Your objective ▸ In the material below, find the line that contains "cr.move_to(668, 645)" and the line that contains "cr.line_to(1026, 741)", then write out exactly those two lines and everything between them.

____

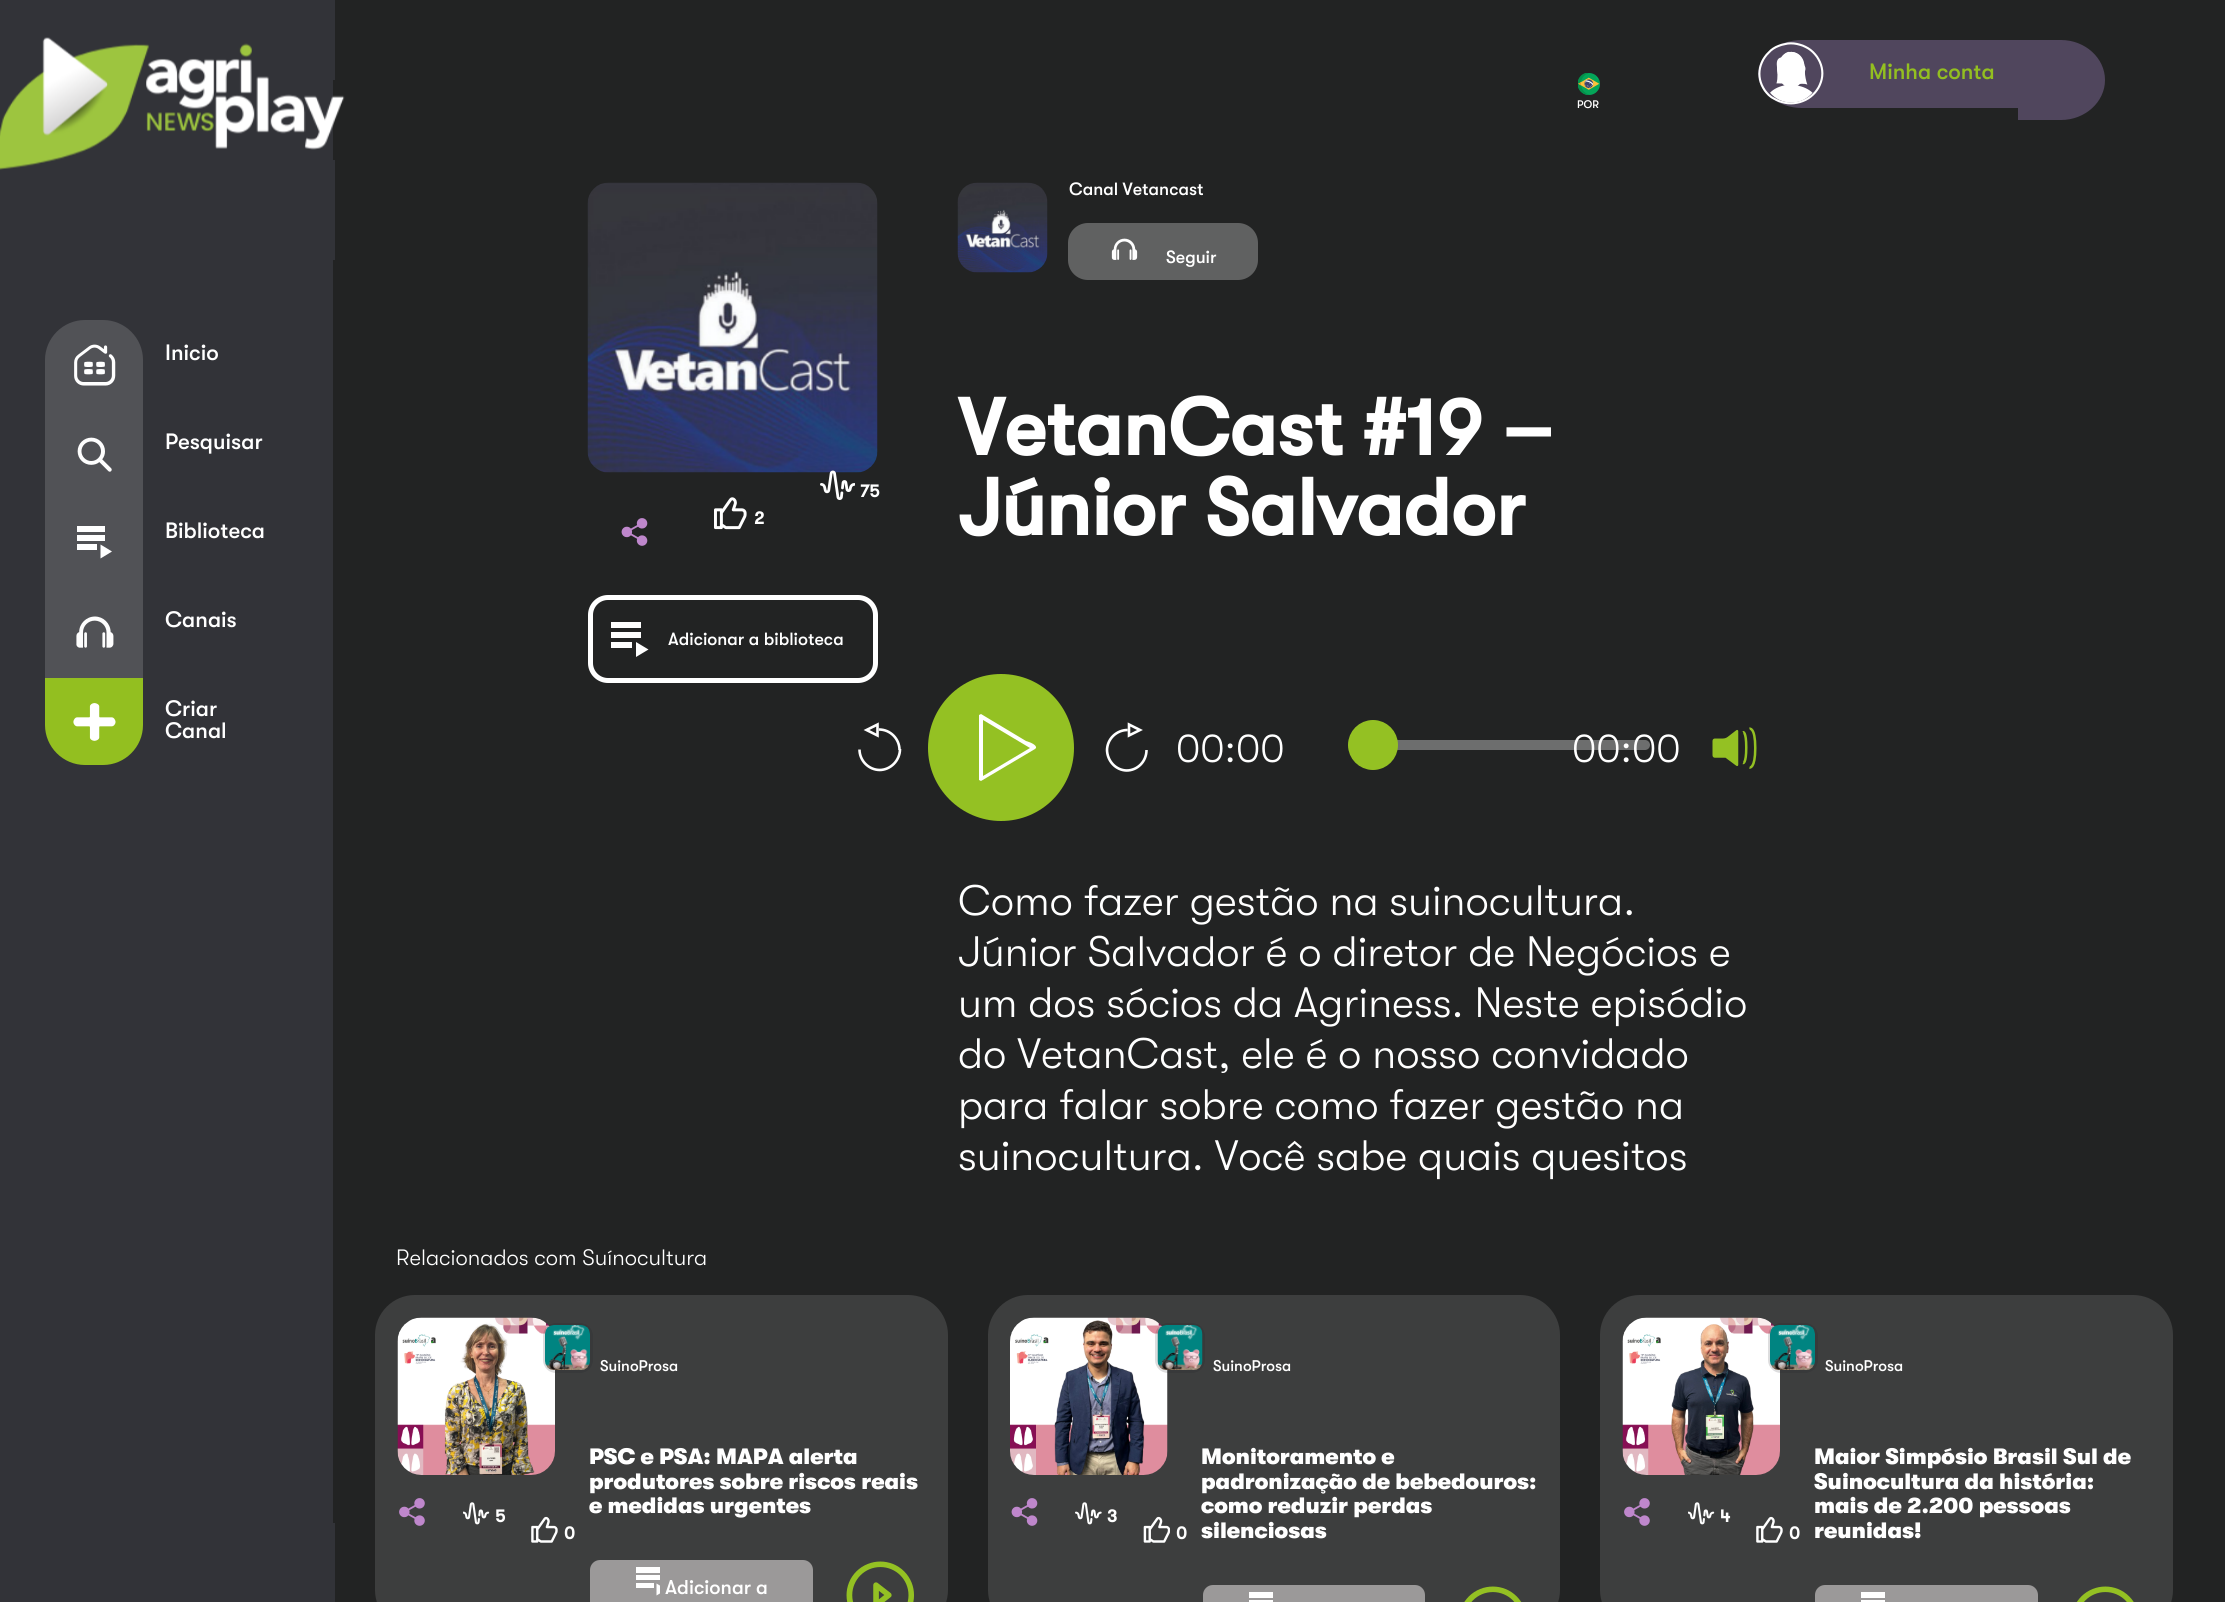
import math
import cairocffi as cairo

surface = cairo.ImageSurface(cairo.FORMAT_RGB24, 2225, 1602)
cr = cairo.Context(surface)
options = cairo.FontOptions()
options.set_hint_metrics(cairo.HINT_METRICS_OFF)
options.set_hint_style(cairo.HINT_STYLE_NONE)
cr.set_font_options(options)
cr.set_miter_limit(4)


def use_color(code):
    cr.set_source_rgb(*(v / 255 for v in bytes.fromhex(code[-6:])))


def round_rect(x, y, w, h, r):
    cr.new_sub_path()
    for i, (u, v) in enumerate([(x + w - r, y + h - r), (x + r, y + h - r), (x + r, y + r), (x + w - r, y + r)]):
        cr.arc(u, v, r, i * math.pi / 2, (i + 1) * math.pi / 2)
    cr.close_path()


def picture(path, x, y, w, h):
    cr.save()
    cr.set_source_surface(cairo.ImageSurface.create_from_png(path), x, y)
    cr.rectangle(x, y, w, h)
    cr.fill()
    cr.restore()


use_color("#222323")
cr.paint()
use_color("#50465d")
cr.new_path()
cr.move_to(1802, 40)
cr.line_to(1848, 40)
cr.line_to(1848, 108)
cr.line_to(1802, 108)
cr.curve_to(1778, 108, 1758, 92, 1758, 74)
cr.curve_to(1758, 55, 1778, 40, 1802, 40)
cr.close_path()
cr.fill()
picture("img1.png", 1758, 42, 66, 63)
cr.rectangle(1848, 40, 170, 68)
cr.fill()
cr.select_font_face("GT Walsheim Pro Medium")
cr.set_font_size(22.25)
use_color("#93bf20")
cr.move_to(1869, 79)
cr.show_text("Minha conta")
use_color("#50465d")
cr.new_path()
cr.move_to(2018, 40)
cr.line_to(2061, 40)
cr.curve_to(2085, 40, 2105, 58, 2105, 80)
cr.curve_to(2105, 102, 2085, 120, 2061, 120)
cr.line_to(2018, 120)
cr.close_path()
cr.fill()
picture("img2.png", 1578, 73, 22, 22)
cr.set_font_size(11)
use_color("#ffffff")
cr.move_to(1577, 108)
cr.show_text("POR")
use_color("#323338")
cr.rectangle(0, 0, 335, 1602)
cr.fill()
use_color("#222323")
cr.rectangle(333, 80, 2, 1443)
cr.fill()
use_color("#323338")
cr.rectangle(333, 160, 2, 100)
cr.fill()
picture("img3.png", 0, 37, 345, 133)
use_color("#515256")
cr.new_path()
cr.move_to(85, 320)
cr.line_to(103, 320)
cr.curve_to(125, 320, 143, 338, 143, 360)
cr.line_to(143, 410)
cr.line_to(45, 410)
cr.line_to(45, 360)
cr.curve_to(45, 338, 63, 320, 85, 320)
cr.close_path()
cr.fill()
picture("img4.png", 74, 344, 42, 42)
cr.set_font_size(22.25)
use_color("#ffffff")
cr.move_to(165, 360)
cr.show_text("Inicio")
use_color("#515256")
cr.rectangle(45, 410, 98, 268)
cr.fill()
picture("img5.png", 77, 437, 35, 35)
use_color("#ffffff")
cr.move_to(165, 449)
cr.show_text("Pesquisar")
cr.rectangle(77, 535, 28, 6)
cr.fill()
cr.rectangle(77, 526, 28, 6)
cr.fill()
cr.rectangle(77, 544, 20, 6)
cr.fill()
cr.new_path()
cr.move_to(100.5, 544.5)
cr.line_to(100.5, 558.5)
cr.line_to(112, 551.5)
cr.close_path()
cr.fill()
cr.move_to(165, 538)
cr.show_text("Biblioteca")
picture("img6.png", 76, 616, 38, 32)
cr.move_to(165, 627)
cr.show_text("Canais")
use_color("#93bf20")
cr.new_path()
cr.move_to(45, 678)
cr.line_to(143, 678)
cr.line_to(143, 725)
cr.curve_to(143, 747, 125, 765, 103, 765)
cr.line_to(85, 765)
cr.curve_to(63, 765, 45, 747, 45, 725)
cr.close_path()
cr.fill()
picture("img7.png", 73, 703, 43, 38)
use_color("#ffffff")
cr.move_to(165, 716)
cr.show_text("Criar")
cr.move_to(165, 738)
cr.show_text("Canal")
picture("img8.png", 587, 182, 291, 291)
picture("img9.png", 820, 470, 35, 30)
cr.select_font_face("GT Walsheim Pro", cairo.FONT_SLANT_NORMAL, cairo.FONT_WEIGHT_BOLD)
cr.set_font_size(17.75)
cr.move_to(860, 497)
cr.show_text("75")
picture("img10.png", 714, 497, 33, 33)
cr.move_to(754, 524)
cr.show_text("2")
picture("img11.png", 621, 518, 27, 28)
round_rect(590.5, 597.5, 285, 83, 17.5)
cr.set_line_width(5)
cr.stroke()
cr.rectangle(611, 632, 30, 6)
cr.fill()
cr.rectangle(611, 622, 30, 6)
cr.fill()
cr.rectangle(611, 642, 21, 6)
cr.fill()
cr.new_path()
cr.move_to(636, 642)
cr.line_to(636, 657)
cr.line_to(648.5, 649.5)
cr.close_path()
cr.fill()
cr.select_font_face("GT Walsheim Pro Medium")
cr.move_to(668, 645)
cr.show_text("Adicionar a biblioteca")
picture("img12.png", 957, 182, 91, 91)
cr.move_to(1069, 195)
cr.show_text("Canal Vetancast")
use_color("#606161")
round_rect(1068, 223, 190, 57, 20)
cr.fill()
picture("img13.png", 1111, 238, 27, 22)
use_color("#ffffff")
cr.move_to(1166, 263)
cr.show_text("Seguir")
cr.select_font_face("GT Walsheim Pro", cairo.FONT_SLANT_NORMAL, cairo.FONT_WEIGHT_BOLD)
cr.set_font_size(80)
cr.move_to(958, 455)
cr.show_text("VetanCast #19 –")
cr.move_to(958, 535)
cr.show_text("Júnior Salvador")
cr.new_path()
cr.move_to(877.5, 724.5)
cr.line_to(877.5, 735.5)
cr.line_to(866.5, 730)
cr.close_path()
cr.move_to(899.5, 750)
cr.curve_to(899.5, 739, 890.5, 729.5, 879, 729.5)
cr.move_to(879.5, 770)
cr.curve_to(890.5, 770, 900, 760.5, 900, 749)
cr.move_to(859.5, 749.5)
cr.curve_to(859.5, 760.5, 868.5, 770, 880, 770)
cr.set_line_width(2.6)
cr.stroke()
use_color("#94c123")
cr.new_path()
cr.move_to(1001, 674)
cr.curve_to(961, 674, 928, 707, 928, 748)
cr.curve_to(928, 788, 961, 821, 1001, 821)
cr.curve_to(1042, 821, 1074, 788, 1074, 748)
cr.curve_to(1074, 707, 1042, 674, 1001, 674)
cr.close_path()
cr.fill()
use_color("#ffffff")
cr.new_path()
cr.move_to(983, 720)
cr.line_to(983, 776)
cr.line_to(1030, 748)
cr.close_path()
cr.move_to(981, 781)
cr.line_to(979, 780)
cr.line_to(979, 779)
cr.line_to(979, 715)
cr.line_to(981, 714)
cr.line_to(1026, 741)
cr.curve_to(1026, 741, 1037, 744, 1036, 748)
cr.line_to(1035, 749)
cr.close_path()
cr.fill()
cr.new_path()
cr.move_to(1129, 724.5)
cr.line_to(1129, 735.5)
cr.line_to(1140, 730)
cr.close_path()
cr.move_to(1107, 750.5)
cr.curve_to(1107, 739, 1116.5, 730, 1127.5, 730)
cr.move_to(1127, 770.5)
cr.curve_to(1116, 770.5, 1107, 761, 1107, 749.5)
cr.move_to(1146.5, 750)
cr.curve_to(1146.5, 761.5, 1137.5, 770.5, 1126.5, 770.5)
cr.stroke()
cr.select_font_face("GT Walsheim Pro Light")
cr.set_font_size(40)
cr.move_to(1176, 762)
cr.show_text("00:00")
cr.move_to(1572, 762)
cr.show_text("00:00")
cr.set_source_rgba(1, 1, 1, 0.34)
round_rect(1368, 740, 282, 10, 5)
cr.fill()
use_color("#94c123")
cr.arc(1373, 745, 15, 0, 2 * math.pi)
cr.fill_preserve()
cr.set_line_width(20)
cr.stroke()
picture("img14.png", 1712, 727, 45, 42)
cr.set_font_size(42.5)
use_color("#ffffff")
cr.move_to(958, 915)
cr.show_text("Como fazer gestão na suinocultura.")
cr.move_to(958, 966)
cr.show_text("Júnior Salvador é o diretor de Negócios e")
cr.move_to(958, 1017)
cr.show_text("um dos sócios da Agriness. Neste episódio")
cr.move_to(958, 1068)
cr.show_text("do VetanCast, ele é o nosso convidado")
cr.move_to(958, 1119)
cr.show_text("para falar sobre como fazer gestão na")
cr.move_to(958, 1170)
cr.show_text("suinocultura. Você sabe quais quesitos")
cr.set_font_size(22.25)
cr.move_to(396, 1265)
cr.show_text("Relacionados com Suínocultura")
use_color("#3d3e3e")
round_rect(375, 1295, 573, 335, 40)
cr.fill()
picture("img15.png", 397, 1317, 158, 158)
picture("img16.png", 399, 1498, 26, 28)
picture("img17.png", 463, 1502, 27, 23)
cr.select_font_face("GT Walsheim Pro", cairo.FONT_SLANT_NORMAL, cairo.FONT_WEIGHT_BOLD)
cr.set_font_size(17.75)
use_color("#ffffff")
cr.move_to(495, 1522)
cr.show_text("5")
picture("img18.png", 531, 1516, 27, 27)
cr.move_to(564, 1539)
cr.show_text("0")
round_rect(544.5, 1324.5, 47, 47, 11.5)
cr.set_source_rgba(0.106, 0.122, 0.137, 0.15)
cr.set_line_width(3)
cr.stroke()
picture("img19.png", 545, 1325, 45, 45)
cr.select_font_face("GT Walsheim Pro Medium")
cr.set_font_size(15.5)
use_color("#ffffff")
cr.move_to(600, 1371)
cr.show_text("SuinoProsa")
cr.select_font_face("GT Walsheim Pro Black")
cr.set_font_size(22.25)
cr.move_to(589, 1464)
cr.show_text("PSC e PSA: MAPA alerta")
cr.move_to(589, 1489)
cr.show_text("produtores sobre riscos reais")
cr.move_to(589, 1513)
cr.show_text("e medidas urgentes")
use_color("#9b9999")
round_rect(590, 1560, 223, 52, 10)
cr.fill()
use_color("#ffffff")
cr.rectangle(636, 1567, 24, 6)
cr.fill()
cr.rectangle(636, 1575, 24, 5)
cr.fill()
cr.rectangle(636, 1583, 18, 5)
cr.fill()
cr.save()
cr.rectangle(630, 1560, 30, 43)
cr.clip()
cr.new_path()
cr.move_to(656.5, 1583.5)
cr.line_to(656.5, 1595.5)
cr.line_to(666.5, 1589.5)
cr.close_path()
cr.fill()
cr.restore()
cr.select_font_face("GT Walsheim Pro Medium")
cr.set_font_size(20)
cr.move_to(665, 1594)
cr.show_text("Adicionar a")
picture("img20.png", 846, 1561, 68, 41)
use_color("#3d3e3e")
round_rect(988, 1295, 572, 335, 40)
cr.fill()
picture("img21.png", 1010, 1317, 158, 158)
picture("img22.png", 1011, 1498, 27, 28)
picture("img23.png", 1075, 1502, 27, 23)
cr.select_font_face("GT Walsheim Pro", cairo.FONT_SLANT_NORMAL, cairo.FONT_WEIGHT_BOLD)
cr.set_font_size(17.75)
use_color("#ffffff")
cr.move_to(1107, 1522)
cr.show_text("3")
picture("img24.png", 1143, 1516, 27, 27)
cr.move_to(1176, 1539)
cr.show_text("0")
round_rect(1156.5, 1324.5, 47, 47, 11.5)
cr.set_source_rgba(0.106, 0.122, 0.137, 0.15)
cr.stroke()
picture("img25.png", 1157, 1325, 46, 45)
cr.select_font_face("GT Walsheim Pro Medium")
cr.set_font_size(15.5)
use_color("#ffffff")
cr.move_to(1213, 1371)
cr.show_text("SuinoProsa")
cr.select_font_face("GT Walsheim Pro Black")
cr.set_font_size(22.25)
cr.move_to(1201, 1464)
cr.show_text("Monitoramento e")
cr.move_to(1201, 1489)
cr.show_text("padronização de bebedouros:")
cr.move_to(1201, 1513)
cr.show_text("como reduzir perdas")
cr.move_to(1201, 1538)
cr.show_text("silenciosas")
use_color("#9b9999")
round_rect(1203, 1585, 222, 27, 10)
cr.fill()
use_color("#ffffff")
cr.rectangle(1249, 1592, 24, 6)
cr.fill()
cr.rectangle(1249, 1600, 24, 2)
cr.fill()
picture("img26.png", 1464, 1586, 58, 16)
use_color("#3d3e3e")
round_rect(1600, 1295, 573, 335, 40)
cr.fill()
picture("img27.png", 1622, 1317, 158, 158)
picture("img16.png", 1624, 1498, 26, 28)
picture("img17.png", 1688, 1502, 27, 23)
cr.select_font_face("GT Walsheim Pro", cairo.FONT_SLANT_NORMAL, cairo.FONT_WEIGHT_BOLD)
cr.set_font_size(17.75)
use_color("#ffffff")
cr.move_to(1720, 1522)
cr.show_text("4")
picture("img18.png", 1756, 1516, 27, 27)
cr.move_to(1789, 1539)
cr.show_text("0")
round_rect(1769.5, 1324.5, 47, 47, 11.5)
cr.set_source_rgba(0.106, 0.122, 0.137, 0.15)
cr.stroke()
picture("img28.png", 1770, 1325, 45, 45)
cr.select_font_face("GT Walsheim Pro Medium")
cr.set_font_size(15.5)
use_color("#ffffff")
cr.move_to(1825, 1371)
cr.show_text("SuinoProsa")
cr.select_font_face("GT Walsheim Pro Black")
cr.set_font_size(22.25)
cr.move_to(1814, 1464)
cr.show_text("Maior Simpósio Brasil Sul de")
cr.move_to(1814, 1489)
cr.show_text("Suinocultura da história:")
cr.move_to(1814, 1513)
cr.show_text("mais de 2.200 pessoas")
cr.move_to(1814, 1538)
cr.show_text("reunidas!")
use_color("#9b9999")
round_rect(1815, 1585, 223, 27, 10)
cr.fill()
use_color("#ffffff")
cr.rectangle(1861, 1592, 24, 6)
cr.fill()
cr.rectangle(1861, 1600, 24, 2)
cr.fill()
picture("img29.png", 2077, 1586, 57, 16)
surface.write_to_png("result.png")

____

Your solution ▸
cr.move_to(668, 645)
cr.show_text("Adicionar a biblioteca")
picture("img12.png", 957, 182, 91, 91)
cr.move_to(1069, 195)
cr.show_text("Canal Vetancast")
use_color("#606161")
round_rect(1068, 223, 190, 57, 20)
cr.fill()
picture("img13.png", 1111, 238, 27, 22)
use_color("#ffffff")
cr.move_to(1166, 263)
cr.show_text("Seguir")
cr.select_font_face("GT Walsheim Pro", cairo.FONT_SLANT_NORMAL, cairo.FONT_WEIGHT_BOLD)
cr.set_font_size(80)
cr.move_to(958, 455)
cr.show_text("VetanCast #19 –")
cr.move_to(958, 535)
cr.show_text("Júnior Salvador")
cr.new_path()
cr.move_to(877.5, 724.5)
cr.line_to(877.5, 735.5)
cr.line_to(866.5, 730)
cr.close_path()
cr.move_to(899.5, 750)
cr.curve_to(899.5, 739, 890.5, 729.5, 879, 729.5)
cr.move_to(879.5, 770)
cr.curve_to(890.5, 770, 900, 760.5, 900, 749)
cr.move_to(859.5, 749.5)
cr.curve_to(859.5, 760.5, 868.5, 770, 880, 770)
cr.set_line_width(2.6)
cr.stroke()
use_color("#94c123")
cr.new_path()
cr.move_to(1001, 674)
cr.curve_to(961, 674, 928, 707, 928, 748)
cr.curve_to(928, 788, 961, 821, 1001, 821)
cr.curve_to(1042, 821, 1074, 788, 1074, 748)
cr.curve_to(1074, 707, 1042, 674, 1001, 674)
cr.close_path()
cr.fill()
use_color("#ffffff")
cr.new_path()
cr.move_to(983, 720)
cr.line_to(983, 776)
cr.line_to(1030, 748)
cr.close_path()
cr.move_to(981, 781)
cr.line_to(979, 780)
cr.line_to(979, 779)
cr.line_to(979, 715)
cr.line_to(981, 714)
cr.line_to(1026, 741)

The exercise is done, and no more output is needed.